Glottal adventures
By DAVID COLLARD
If you don't admire the American animated cartoon series Adventure Time it's almost certainly because you haven't seen it yet. In the post-apocalyptic land of Ooo, Jake (a protean dog) and Finn (a boisterous boy) share a treehouse from which they set out on pocket odysseys, often involving the monstrous Lemongrab, a maniacal dictator whose catch phrase is a shrieked "Unacceptable!" It's wildly original with more wit, intelligence and flair in each eleven-minute episode than you'll find in a clutch of modern novels. That the two leading characters share their names with the protagonists of Iris Murdoch's debut novel Under the Net (1954) is part of the charm.
One of the many memorable minor characters is the shallow and self-absorbed Lumpy Space Princess, an airborne purple blob with a tiara. Her voice combines a strangulated babble of high-rising terminals (i.e. the upward inflection? At the end of declarative statements?) with a now-commonplace linguistic trait, originating in the Pacific Northwest of the United States and known as “vocal fry” – or, variously, as “pulse register”, “laryngealisation”, “pulse phonation”, “creak”, “popcorning”, “glottal fry”, “glottal rattle”, “glottal scrape” and “strohbass”.
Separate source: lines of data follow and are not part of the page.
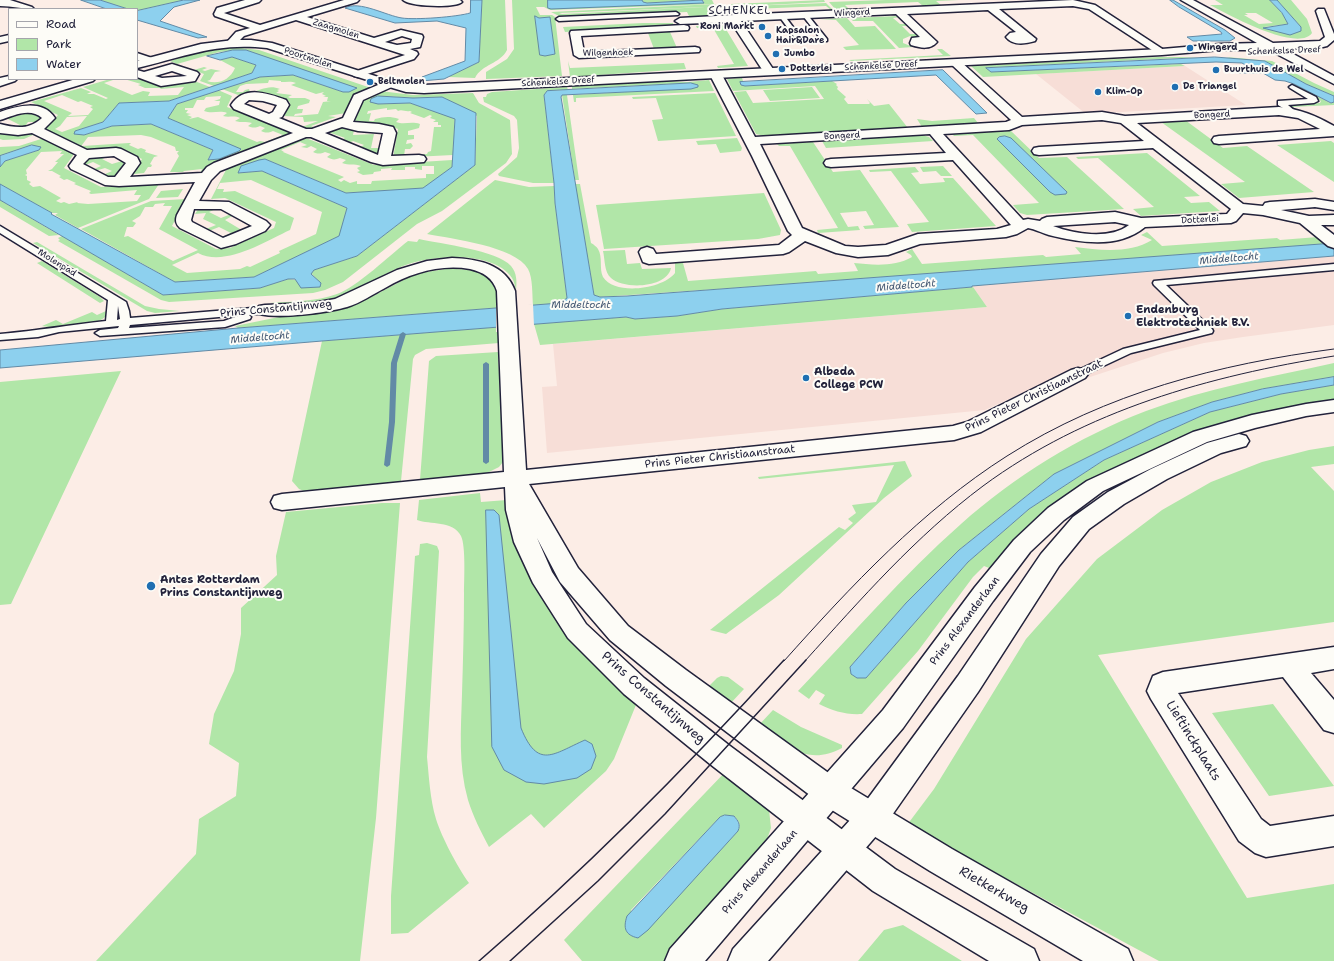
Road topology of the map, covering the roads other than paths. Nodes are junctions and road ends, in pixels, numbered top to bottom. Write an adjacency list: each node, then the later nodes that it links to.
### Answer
1 (354, 0): 15 (street)
2 (408, 0): 4 (street)
3 (1186, 0): 27 (street)
4 (427, 2): 5 (street)
5 (457, 2)
6 (0, 3): 8 (street)
7 (260, 3): 20 (street)
8 (16, 4): 10 (street); 11 (street)
9 (990, 7): 12 (street, Wingerd); 21 (street); 29 (street, Wingerd)
10 (0, 8)
11 (26, 8)
12 (899, 11): 13 (street, Wingerd); 22 (street)
13 (805, 15): 14 (street, Wingerd); 14 (lane)
14 (782, 16): 16 (street, Wingerd)
15 (296, 17): 20 (street); 23 (street, Zaagmolen)
16 (734, 18): 18 (street, Wilgenhoek); 36 (street)
17 (559, 19): 18 (lane)
18 (680, 21): 28 (street); 28 (street, Wilgenhoek)
19 (1334, 27): 27 (street, Schenkelse Dreef)
20 (260, 28): 24 (street)
21 (1023, 35)
22 (927, 40)
23 (377, 41): 25 (street, Zaagmolen); 25 (street)
24 (232, 42): 32 (street, Poortmolen); 37 (street, Poortmolen)
25 (399, 48): 37 (street, Zaagmolen)
26 (1334, 48): 27 (street, Schenkelse Dreef)
27 (1284, 49): 29 (street, Schenkelse Dreef); 35 (street); 40 (street)
28 (695, 50): 31 (street)
29 (1162, 52): 33 (street, Schenkelse Dreef)
30 (138, 56): 32 (street)
31 (700, 60)
32 (151, 61): 34 (street, Poortmolen)
33 (956, 63): 36 (street, Schenkelse Dreef); 49 (street)
34 (138, 65)
35 (1334, 71)
36 (769, 72): 38 (street, Schenkelse Dreef)
37 (358, 74): 41 (street, Poortmolen)
38 (716, 75): 42 (street, Schenkelse Dreef); 57 (street)
39 (86, 80): 44 (street)
40 (1334, 81)
41 (390, 84): 42 (street, Poortmolen); 50 (street)
42 (480, 86)
43 (1292, 87): 45 (lane)
44 (0, 105)
45 (1295, 112): 48 (street, Bongerd); 54 (street)
46 (0, 116): 52 (street)
47 (269, 119): 55 (street)
48 (1125, 120): 49 (street, Bongerd); 58 (street, Bongerd)
49 (1019, 121): 53 (street, Bongerd)
50 (342, 123): 55 (street); 63 (street)
51 (0, 128): 52 (street)
52 (34, 129): 60 (street)
53 (933, 130): 57 (street, Bongerd); 61 (street)
54 (1334, 132): 56 (street)
55 (308, 133): 63 (street); 65 (street)
56 (1219, 140)
57 (751, 141): 74 (street)
58 (1156, 144): 59 (street); 69 (street, Bongerd)
59 (1039, 151)
60 (85, 154): 66 (street); 66 (street)
61 (957, 156): 64 (street); 72 (street)
62 (419, 159): 63 (street)
63 (383, 161)
64 (831, 164)
65 (205, 177): 66 (street); 67 (street)
66 (119, 182)
67 (190, 204)
68 (1334, 206): 69 (street, Dotterlei)
69 (1246, 208): 71 (street); 72 (street, Dotterlei)
70 (1334, 220): 71 (street)
71 (1306, 221): 75 (street)
72 (1025, 224): 74 (street, Dotterlei)
73 (0, 229): 78 (lane, Molenpad)
74 (802, 235): 76 (street)
75 (1333, 242)
76 (647, 252)
77 (1334, 267): 84 (lane, Prins Pieter Christiaanstraat)
78 (113, 299): 80 (lane); 81 (lane, Molenpad)
79 (265, 310): 81 (lane); 81 (lane); 87 (street, Prins Constantijnweg)
80 (111, 324): 81 (lane); 82 (lane)
81 (124, 327): 82 (lane)
82 (38, 334): 83 (lane)
83 (0, 337)
84 (1078, 374): 87 (street, Prins Pieter Christiaanstraat)
85 (1334, 406): 92 (street, Prins Alexanderlaan)
86 (1334, 419): 93 (street)
87 (516, 479): 88 (street); 92 (street, Prins Constantijnweg); 94 (street, Prins Constantijnweg)
88 (282, 502)
89 (1334, 658): 90 (street, Lieftinckplaats)
90 (1289, 665): 91 (street); 95 (street, Lieftinckplaats)
91 (1334, 721)
92 (830, 792): 93 (street, Prins Constantijnweg); 94 (street, Prins Alexanderlaan)
93 (872, 818): 96 (street); 100 (street, Rietkerkweg)
94 (806, 820): 96 (street, Prins Constantijnweg); 97 (street, Prins Alexanderlaan)
95 (1334, 831)
96 (845, 850): 98 (street); 99 (street)
97 (682, 961)
98 (745, 961)
99 (1022, 961)
100 (1116, 961)

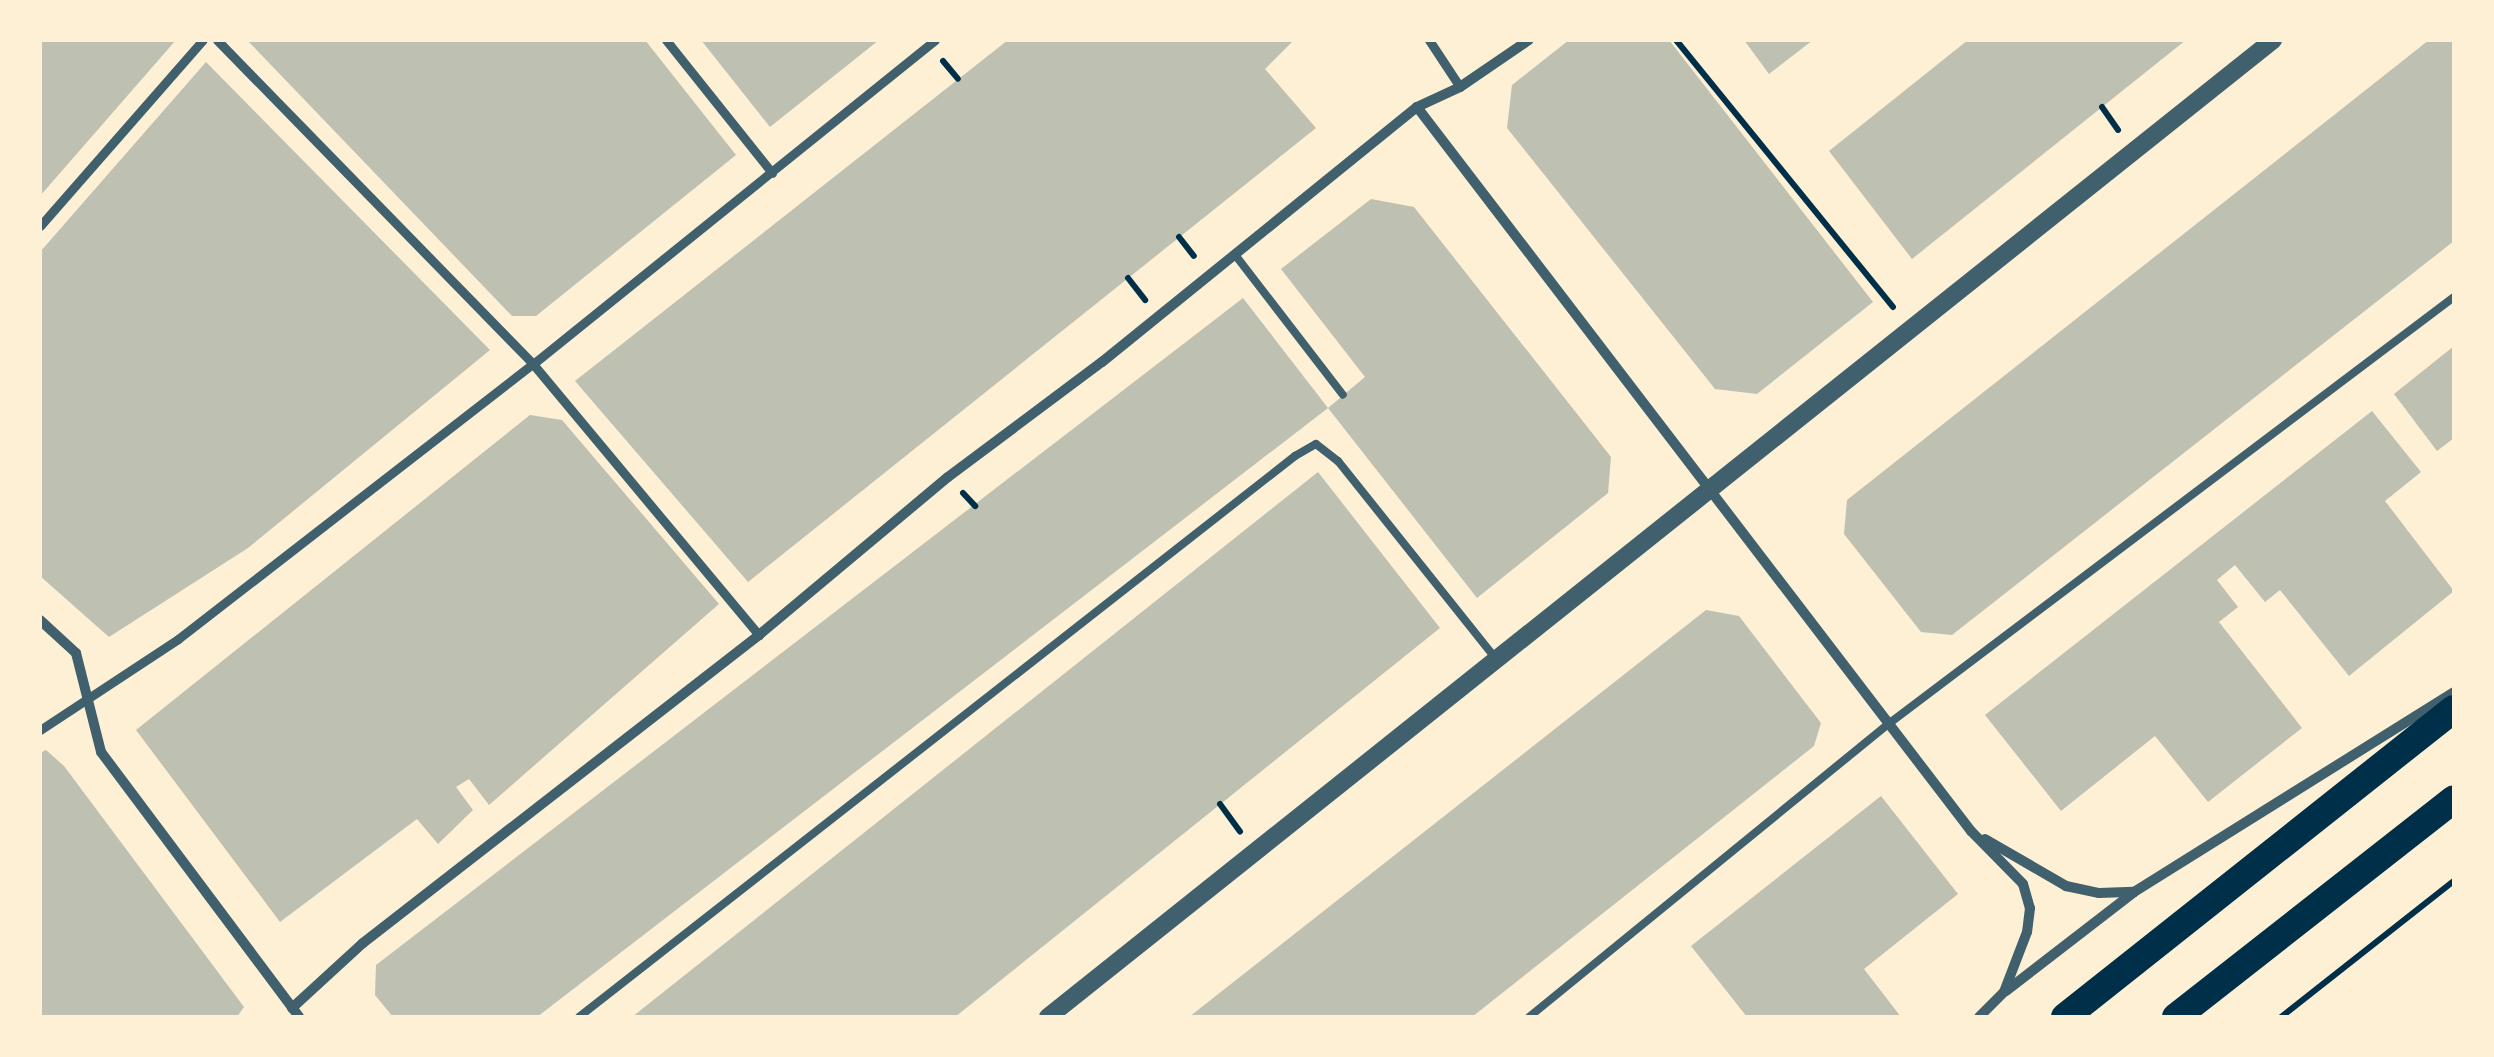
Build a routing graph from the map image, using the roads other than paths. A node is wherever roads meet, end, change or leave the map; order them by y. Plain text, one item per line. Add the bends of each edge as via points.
1 (202, 40) edge
2 (218, 40) edge
3 (666, 40) edge
4 (935, 40) edge
5 (1429, 40) edge
6 (1529, 40) edge
7 (2273, 40) edge
8 (1460, 87) junction
9 (1416, 107) junction
10 (772, 173) junction
11 (40, 226) edge
12 (1236, 256) junction
13 (2454, 297) edge
14 (533, 364) junction
15 (1343, 396) dead end
16 (1707, 491) junction
17 (40, 620) edge
18 (759, 635) junction
19 (1496, 659) junction
20 (2454, 692) edge
21 (89, 702) junction
22 (2454, 709) edge
23 (1891, 722) junction
24 (40, 730) edge
25 (2454, 799) edge
26 (1971, 832) junction
27 (2134, 892) junction
28 (2004, 992) junction
29 (292, 1014) edge
30 (578, 1017) edge
31 (1048, 1017) edge
32 (1528, 1017) edge
33 (1980, 1017) edge
34 (2065, 1017) edge
35 (2176, 1017) edge

1 - 11 street
2 - 14 street
3 - 10 street
4 - 10 street
5 - 8 street
6 - 8 street
7 - 16 street
8 - 9 street
9 - 12 street
9 - 16 street
10 - 14 street
12 - 15 lane
12 - 18 street via 948,478
13 - 23 lane
14 - 18 street
14 - 21 street
16 - 19 street
16 - 23 street
17 - 21 street via 76,653
18 - 29 street via 363,943
19 - 30 lane via 1338,460 1316,444
19 - 31 street
20 - 27 street
21 - 24 street
21 - 29 street via 101,752
22 - 34 highway
23 - 26 street
23 - 32 lane
25 - 35 highway
26 - 27 street via 2066,886
26 - 28 street via 2023,884 2030,908
27 - 28 street
28 - 33 street

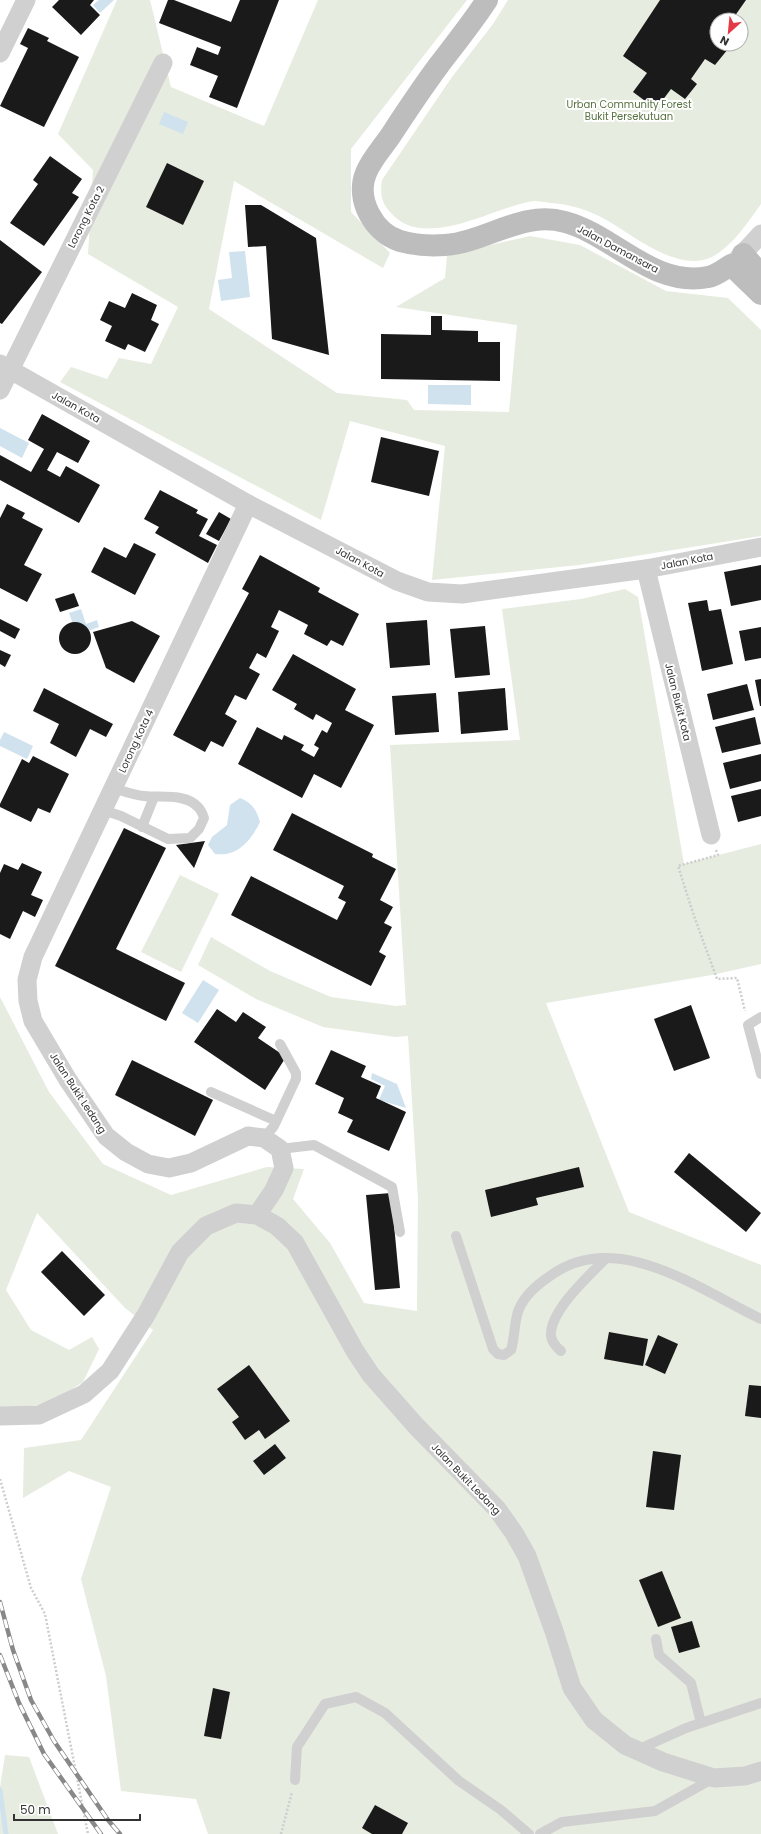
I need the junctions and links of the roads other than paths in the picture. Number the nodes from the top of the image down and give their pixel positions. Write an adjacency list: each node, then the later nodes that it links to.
1 (26, 0): 3 (street)
2 (487, 0): 8 (street, Jalan Damansara)
3 (0, 53)
4 (163, 63): 11 (street, Lorong Kota 2)
5 (761, 234): 6 (street, Jalan Damansara)
6 (737, 260): 7 (street); 8 (street, Jalan Damansara); 9 (street)
7 (761, 275)
8 (710, 277): 10 (street)
9 (761, 294)
10 (761, 304)
11 (5, 367): 12 (street, Lorong Kota 2); 13 (street, Jalan Kota)
12 (0, 390)
13 (248, 504): 15 (street, Jalan Kota); 16 (street, Lorong Kota 4)
14 (761, 547): 15 (street, Jalan Kota)
15 (646, 569): 20 (street, Jalan Bukit Kota)
16 (113, 788): 17 (lane); 18 (street, Lorong Kota 4)
17 (154, 797): 19 (lane); 19 (lane)
18 (103, 810): 19 (lane); 21 (street, Lorong Kota 4)
19 (142, 827)
20 (711, 835)
21 (27, 980): 27 (street, Jalan Bukit Ledang)
22 (761, 1018): 24 (lane)
23 (280, 1044): 26 (lane)
24 (761, 1074)
25 (211, 1092): 26 (lane)
26 (276, 1120): 27 (lane)
27 (264, 1138): 28 (street)
28 (280, 1149): 29 (street); 30 (lane)
29 (257, 1215): 35 (street, Jalan Bukit Ledang); 39 (street, Jalan Bukit Ledang)
30 (400, 1232)
31 (456, 1236): 32 (lane)
32 (606, 1258): 33 (lane); 34 (lane)
33 (761, 1318)
34 (561, 1351)
35 (0, 1416)
36 (656, 1639): 38 (lane)
37 (761, 1703): 38 (lane)
38 (701, 1723): 39 (lane)
39 (637, 1750): 41 (street, Jalan Bukit Ledang)
40 (761, 1771): 41 (street, Jalan Bukit Ledang)
41 (714, 1778): 44 (lane, Jalan Bukit Ledang)
42 (295, 1780): 43 (lane)
43 (529, 1834)
44 (540, 1834)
Vocal fry is produced when the airflow through the glottis is very slow and the vocal cords vibrate irregularly, about two octaves lower than the frequency of normal vocalization. It usually occurs at the end of a long utterance. It seems impossible to reproduce here but you can hear it performed (and amusingly deconstructed) in this video by a droll American vlogger called Abby Normal:
Normal suggests that one aim of vocal fry is to express affiliation with a hypothetical elite by adopting a cool, detached and “unimpressed” register, suggesting a jaded cultural palate and a snooty if unfounded omniscience. It has been further suggested that vocal fry is an attempt to add gravitas by adopting a deeper, more “masculine” register. (This is nothing new to those of us who recall the extraordinary recalibration of Margaret Thatcher's range.)
This creaky vocalization has been on the rise among British speakers for some time now, especially, on radio programmes involving youngish contributors acting in a critical capacity, or speaking as a representative of some body or enterprise. It can be difficult to understand speech acts in which the real emotional or intellectual content is veiled by an aura of ennui.
A challenge to contemporary authors is to represent linguistic phenomena such as this in written form. Punctuation and a few long-established tropes aside (CAPITALS for shouting, italics for emphasis, an unspacedstreamofwords suggesting breathless excitement), mainstream writers haven't gone far in the search for new ways of representing speech. Authentic utterance is full of repetition, redundancy and hesitation – “to ‘er’ is human”, as the poet Michael Rosen says. These are usually removed from otherwise “naturalistic” dialogue and from (say) transcribed interviews for the simple reason that they would drive the reader nuts.
A few recent innovations aside (Paul Kingsnorth’s The Wake, rendered in an Old English “shadow tongue”, springs to mind), contemporary novelists tend to avoid engaging with the potential of human speech beyond declarative utterances, and the kind of eloquent exchanges in which the interlocutors are all but indistinguishable.
Perhaps one way ahead can be found in graphic novels. I recall, for example, Big Numbers, an incomplete series written in the 1990s by Alan Moore, in which a particular Northamptonshire dialect was represented by the word “T'choh”, first inked and then smeared to suggest the slurred vocal elision of the non-verbal utterance. Could a similar approach be applied to (say) vocal fry? Will Lumpy Space Princess ever find a voice in prose fiction?